#### [Task brief]
Starting at the line that holds "index mcp: (1129, 755)", copy every line exactly through the end of the data, and no others.

#### [Exercise data]
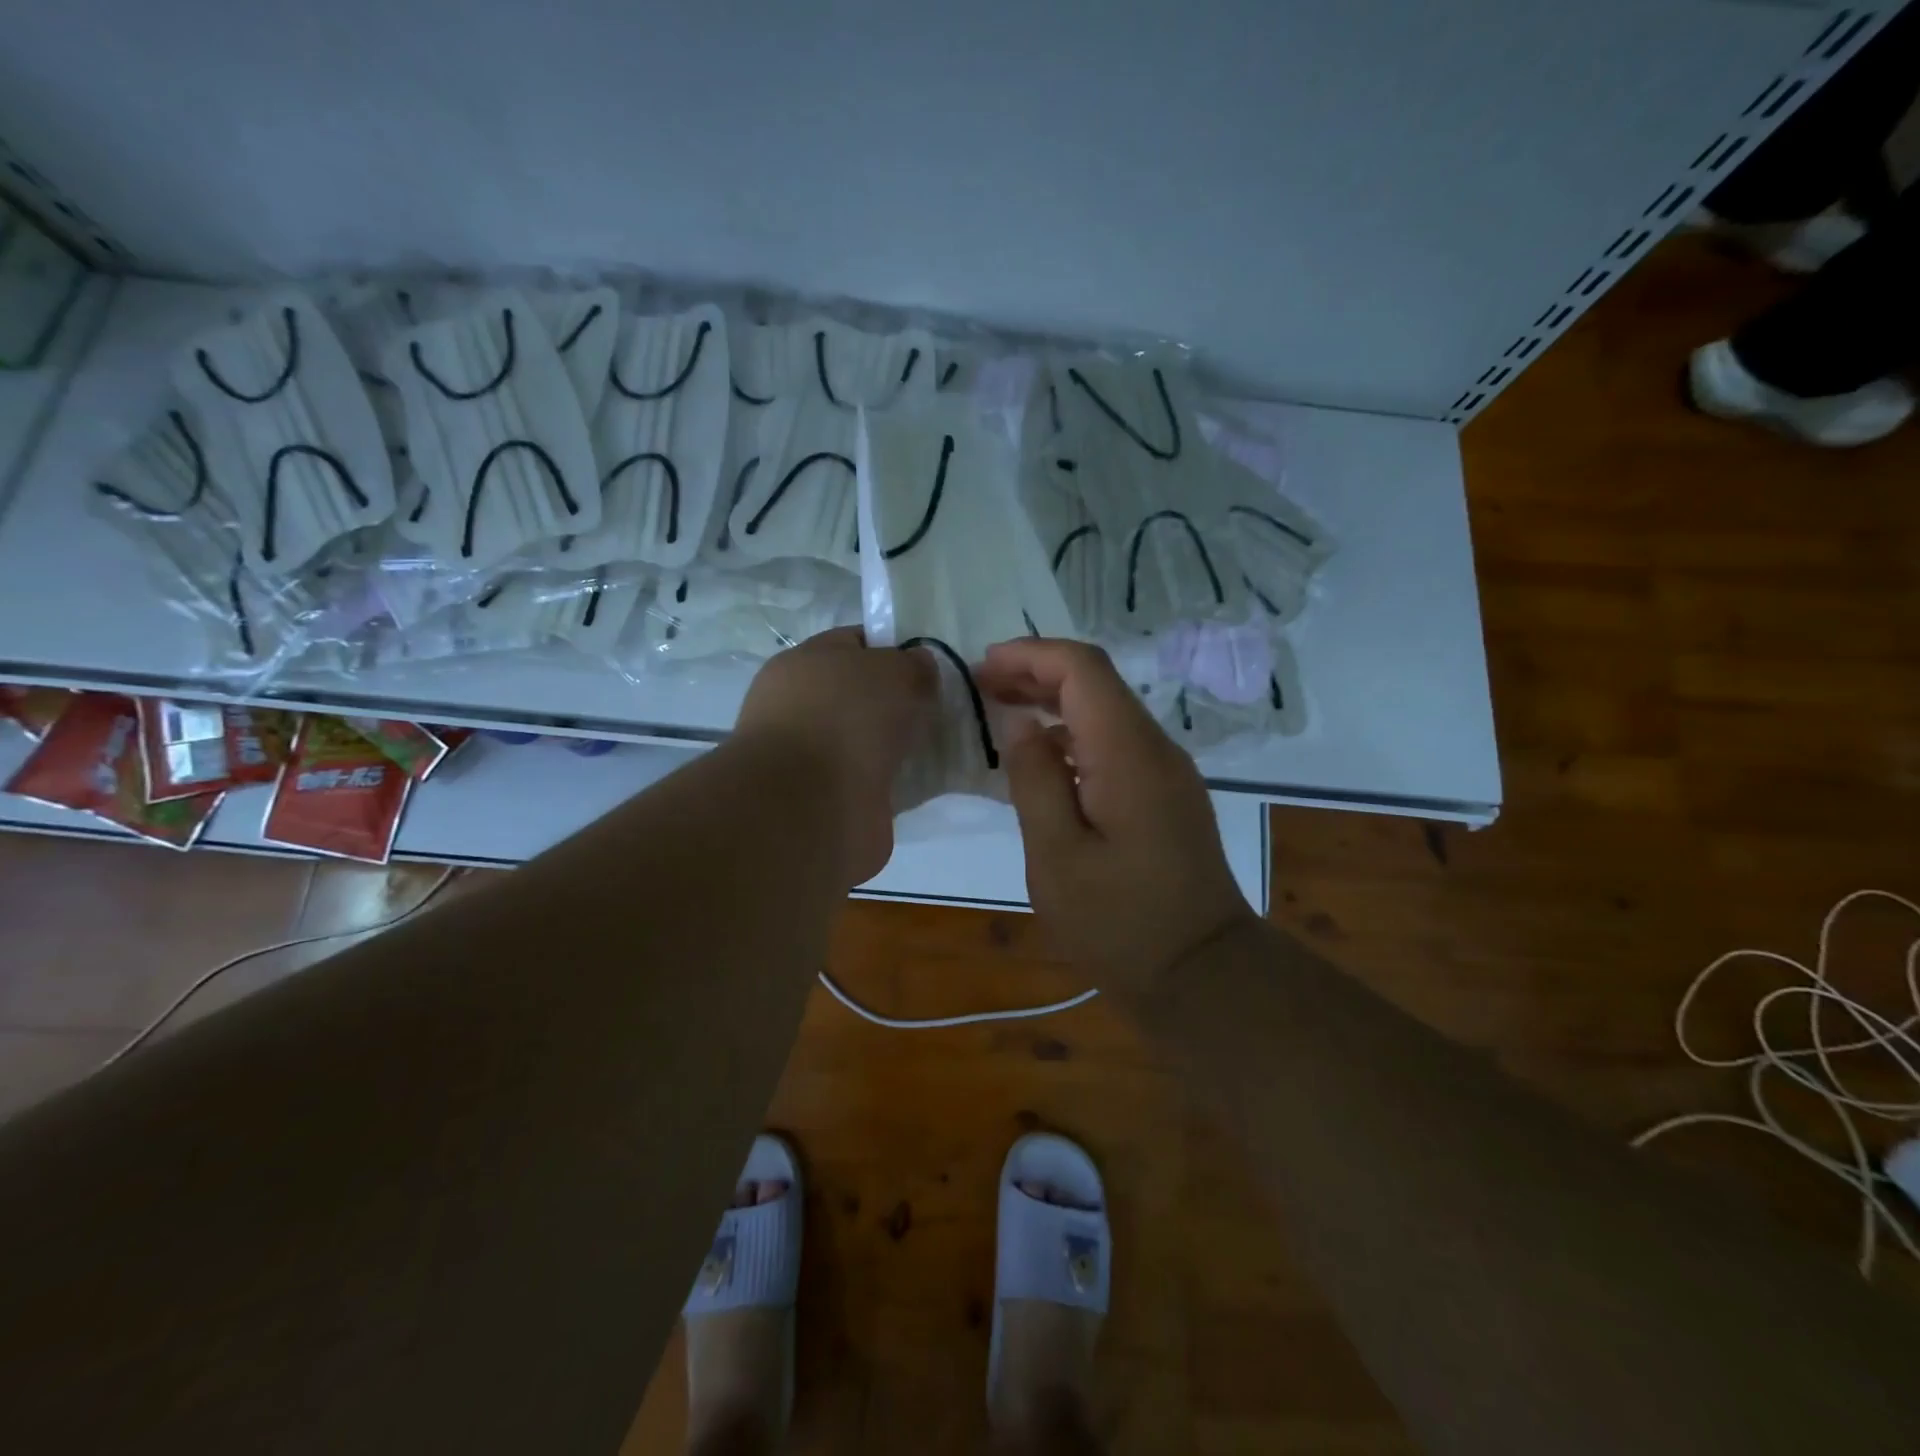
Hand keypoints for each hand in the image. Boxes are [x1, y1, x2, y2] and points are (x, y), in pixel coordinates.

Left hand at [735, 627, 936, 885]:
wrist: (813, 808)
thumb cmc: (846, 719)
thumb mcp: (893, 670)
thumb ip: (912, 663)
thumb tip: (917, 668)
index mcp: (803, 663)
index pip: (854, 643)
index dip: (894, 649)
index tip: (928, 667)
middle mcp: (800, 708)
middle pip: (861, 695)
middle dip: (899, 702)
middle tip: (940, 708)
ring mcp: (810, 757)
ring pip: (866, 741)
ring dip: (897, 745)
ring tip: (939, 746)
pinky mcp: (826, 800)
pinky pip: (870, 781)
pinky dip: (893, 782)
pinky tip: (922, 782)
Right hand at [978, 638, 1257, 995]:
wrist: (1202, 974)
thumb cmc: (1119, 923)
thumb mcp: (1057, 857)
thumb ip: (1035, 781)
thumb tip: (1021, 725)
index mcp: (1129, 755)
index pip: (1084, 670)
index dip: (1031, 655)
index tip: (983, 668)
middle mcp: (1156, 750)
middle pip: (1097, 684)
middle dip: (1037, 674)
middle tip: (982, 687)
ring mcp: (1167, 773)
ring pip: (1107, 713)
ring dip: (1054, 704)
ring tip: (1002, 714)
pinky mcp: (1166, 796)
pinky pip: (1116, 746)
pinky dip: (1074, 737)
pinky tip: (1041, 762)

#### [Task answer]
index mcp: (1129, 755)
index pip: (1084, 670)
index dip: (1031, 655)
index tip: (983, 668)
middle mcp: (1156, 750)
middle pip: (1097, 684)
middle dip: (1037, 674)
middle tip: (982, 687)
ring mcp: (1167, 773)
ring pip: (1107, 713)
ring dip: (1054, 704)
ring tip: (1002, 714)
pinky mcp: (1166, 796)
pinky pip: (1116, 746)
pinky dip: (1074, 737)
pinky tip: (1041, 762)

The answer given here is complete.